Reproduce every record below exactly as written, leaving out any pictures.
--- Supplied records ---
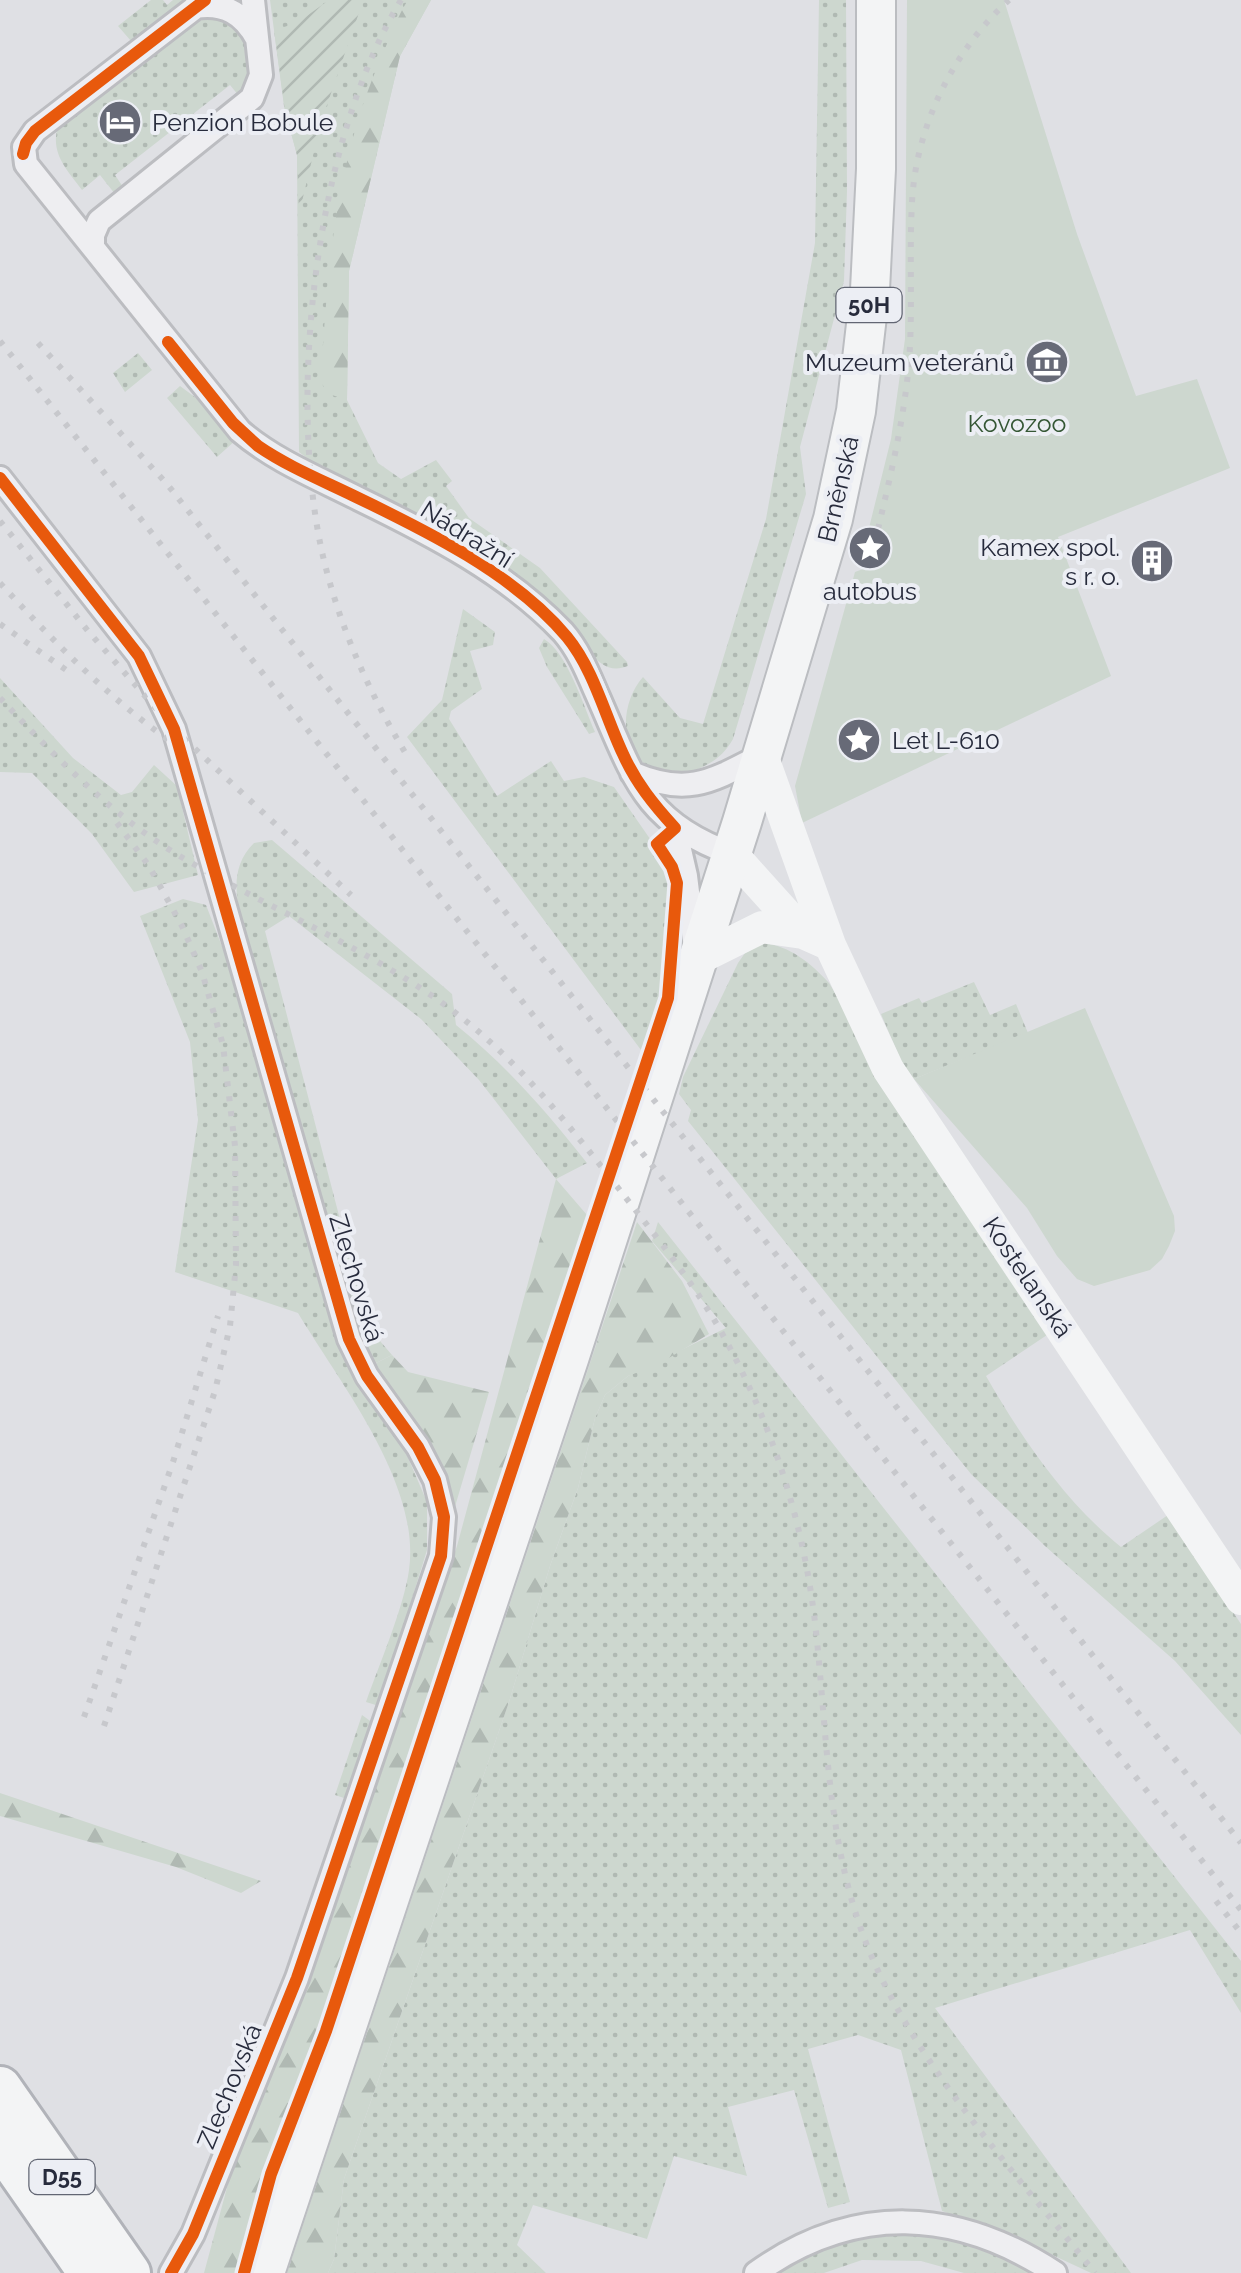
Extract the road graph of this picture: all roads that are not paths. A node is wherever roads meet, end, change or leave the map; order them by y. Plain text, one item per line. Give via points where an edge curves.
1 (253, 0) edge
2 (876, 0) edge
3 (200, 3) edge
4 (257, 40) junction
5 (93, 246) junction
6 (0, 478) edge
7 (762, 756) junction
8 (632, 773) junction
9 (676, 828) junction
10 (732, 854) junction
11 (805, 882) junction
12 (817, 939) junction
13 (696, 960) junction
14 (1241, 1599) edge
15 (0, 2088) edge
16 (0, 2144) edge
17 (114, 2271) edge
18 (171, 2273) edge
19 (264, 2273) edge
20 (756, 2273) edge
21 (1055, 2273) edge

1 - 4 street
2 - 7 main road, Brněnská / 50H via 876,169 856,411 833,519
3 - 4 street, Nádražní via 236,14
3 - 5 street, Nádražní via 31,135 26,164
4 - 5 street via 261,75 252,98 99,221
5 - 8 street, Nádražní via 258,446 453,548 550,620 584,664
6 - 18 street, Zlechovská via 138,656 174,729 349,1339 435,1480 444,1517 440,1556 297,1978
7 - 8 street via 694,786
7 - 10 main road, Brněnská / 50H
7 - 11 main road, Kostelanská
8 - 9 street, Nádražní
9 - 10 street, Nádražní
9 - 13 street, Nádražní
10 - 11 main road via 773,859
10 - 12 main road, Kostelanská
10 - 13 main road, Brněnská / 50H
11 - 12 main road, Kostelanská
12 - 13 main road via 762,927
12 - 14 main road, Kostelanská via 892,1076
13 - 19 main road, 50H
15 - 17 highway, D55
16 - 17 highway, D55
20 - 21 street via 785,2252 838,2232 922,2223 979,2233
---
[Exercise response]
Extract the road graph of this picture: all roads that are not paths. A node is wherever roads meet, end, change or leave the map; order them by y. Plain text, one item per line. Give via points where an edge curves.
1 (253, 0) edge
2 (876, 0) edge
3 (200, 3) edge
4 (257, 40) junction
5 (93, 246) junction
6 (0, 478) edge
7 (762, 756) junction
8 (632, 773) junction
9 (676, 828) junction
10 (732, 854) junction
11 (805, 882) junction
12 (817, 939) junction
13 (696, 960) junction
14 (1241, 1599) edge
15 (0, 2088) edge
16 (0, 2144) edge
17 (114, 2271) edge
18 (171, 2273) edge
19 (264, 2273) edge
20 (756, 2273) edge
21 (1055, 2273) edge

1 - 4 street
2 - 7 main road, Brněnská / 50H via 876,169 856,411 833,519
3 - 4 street, Nádražní via 236,14
3 - 5 street, Nádražní via 31,135 26,164
4 - 5 street via 261,75 252,98 99,221
5 - 8 street, Nádražní via 258,446 453,548 550,620 584,664
6 - 18 street, Zlechovská via 138,656 174,729 349,1339 435,1480 444,1517 440,1556 297,1978
7 - 8 street via 694,786
7 - 10 main road, Brněnská / 50H
7 - 11 main road, Kostelanská
8 - 9 street, Nádražní
9 - 10 street, Nádražní
9 - 13 street, Nádražní
10 - 11 main road via 773,859
10 - 12 main road, Kostelanská
10 - 13 main road, Brněnská / 50H
11 - 12 main road, Kostelanská
12 - 13 main road via 762,927
12 - 14 main road, Kostelanská via 892,1076
13 - 19 main road, 50H
15 - 17 highway, D55
16 - 17 highway, D55
20 - 21 street via 785,2252 838,2232 922,2223 979,2233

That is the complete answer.